They sound so good! I'm going to try them!!


----------



## lisamarie (Nov 19, 2001)

I love soups~in fact, I got a great lentil soup recipe off of the old boards. It was easy and yummy, I will try to find it and post!

Warmly~

Lisa


----------



## mama love (Nov 20, 2001)

Thanx for those yummy recipes.I think I'll try the potatoe leek for supper tonight!!!!








Lori


----------



## lisamarie (Nov 19, 2001)

I found the lentil soup recipe that I got off the boards, back in April. I didn't keep the person's name who posted this~so if you see it, please take credit. I love this soup!

2 Tbs.

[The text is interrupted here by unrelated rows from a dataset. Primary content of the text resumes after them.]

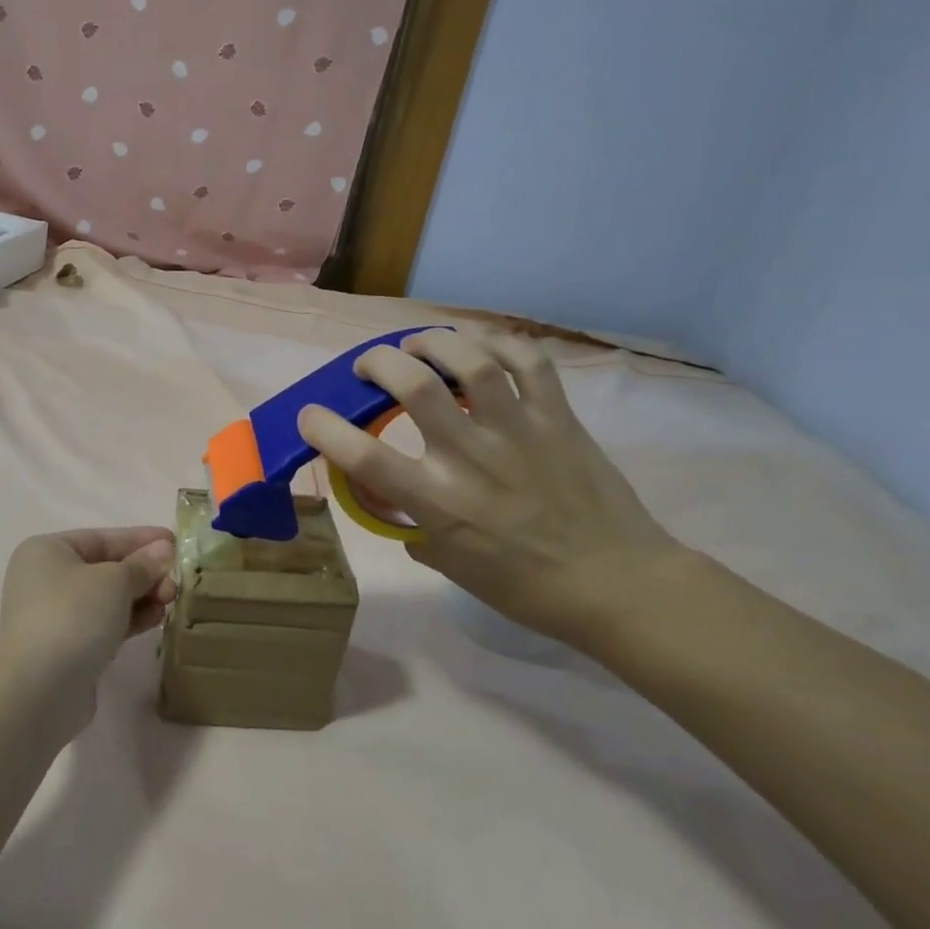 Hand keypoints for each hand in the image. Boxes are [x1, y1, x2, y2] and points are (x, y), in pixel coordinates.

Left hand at [0, 527, 177, 736]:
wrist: (39, 690)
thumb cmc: (73, 616)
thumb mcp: (114, 581)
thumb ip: (142, 565)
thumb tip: (164, 549)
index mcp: (47, 551)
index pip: (102, 538)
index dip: (141, 539)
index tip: (175, 541)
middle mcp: (46, 579)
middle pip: (105, 568)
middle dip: (144, 573)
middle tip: (176, 580)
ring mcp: (55, 616)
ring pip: (107, 598)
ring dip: (140, 597)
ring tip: (170, 599)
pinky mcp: (66, 648)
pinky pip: (104, 624)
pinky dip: (129, 619)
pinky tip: (155, 619)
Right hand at [297, 328, 682, 646]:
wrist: (617, 585)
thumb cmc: (525, 586)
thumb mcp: (451, 565)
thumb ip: (417, 527)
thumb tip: (400, 506)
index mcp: (438, 502)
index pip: (362, 457)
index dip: (324, 428)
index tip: (312, 416)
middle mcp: (470, 457)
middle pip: (411, 384)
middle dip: (376, 362)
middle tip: (370, 368)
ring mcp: (518, 431)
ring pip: (469, 360)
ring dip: (431, 342)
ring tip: (417, 345)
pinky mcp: (558, 418)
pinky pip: (529, 361)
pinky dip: (499, 342)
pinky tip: (481, 345) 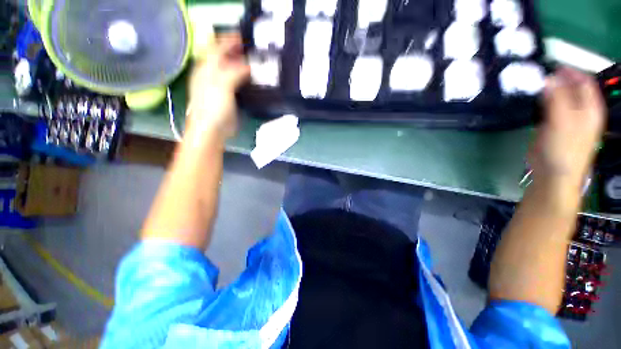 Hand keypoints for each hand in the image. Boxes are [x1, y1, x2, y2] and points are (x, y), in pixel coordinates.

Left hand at [187, 33, 249, 139]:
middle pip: (225, 57)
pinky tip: (253, 78)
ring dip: (242, 64)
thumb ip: (235, 72)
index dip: (230, 40)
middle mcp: (213, 74)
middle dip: (237, 50)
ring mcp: (221, 85)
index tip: (244, 36)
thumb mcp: (222, 86)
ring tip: (255, 61)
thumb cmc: (213, 107)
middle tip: (252, 49)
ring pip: (232, 69)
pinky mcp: (229, 96)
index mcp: (207, 68)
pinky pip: (238, 82)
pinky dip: (245, 77)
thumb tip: (249, 65)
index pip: (218, 47)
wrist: (212, 129)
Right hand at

Safflower Oil
2 Cloves Garlic
1 chopped onion
2 large carrots
2 stalks celery
1 1/2 cups dry lentils
7 1/2 coups water
1 vegetable bouillon cube
1/2 cup ketchup
pinch of tyhme
dash of paprika

Heat the oil in a heavy soup pot. Mince garlic, slice onion & saute them in the oil, sitrr freq. until softened. Coarsely chop the carrots and celery & add to the oil, stirring well to coat them. Add lentils & stir. Add water. Bring the sup to a boil & when boiling add bouillion, thyme & paprika. Reduce heat to medium low and simmer the soup covered for 45 min. to an hour. lentils should be very soft. Add ketsup and serve.

Enjoy!

Lisa


----------



## Nee Nee (Jan 11, 2002)

this is my version of the easiest and fastest squash soup ever!

1 bag frozen squash (1kg)
1 onion
4 cups chicken/or vegetable stock
1 cup apple sauce
1/4 cup butter

sautée onion in butter til translucent

add squash, stock and apple sauce

bring to a boil for 20 minutes,

purée in pot with hand mixer(braun) or transfer to a blender

ladel and serve(add a dash of hot sauce if you like)

It is so delicious and people will think you slaved all day over a hot stove!!

Love Renee


----------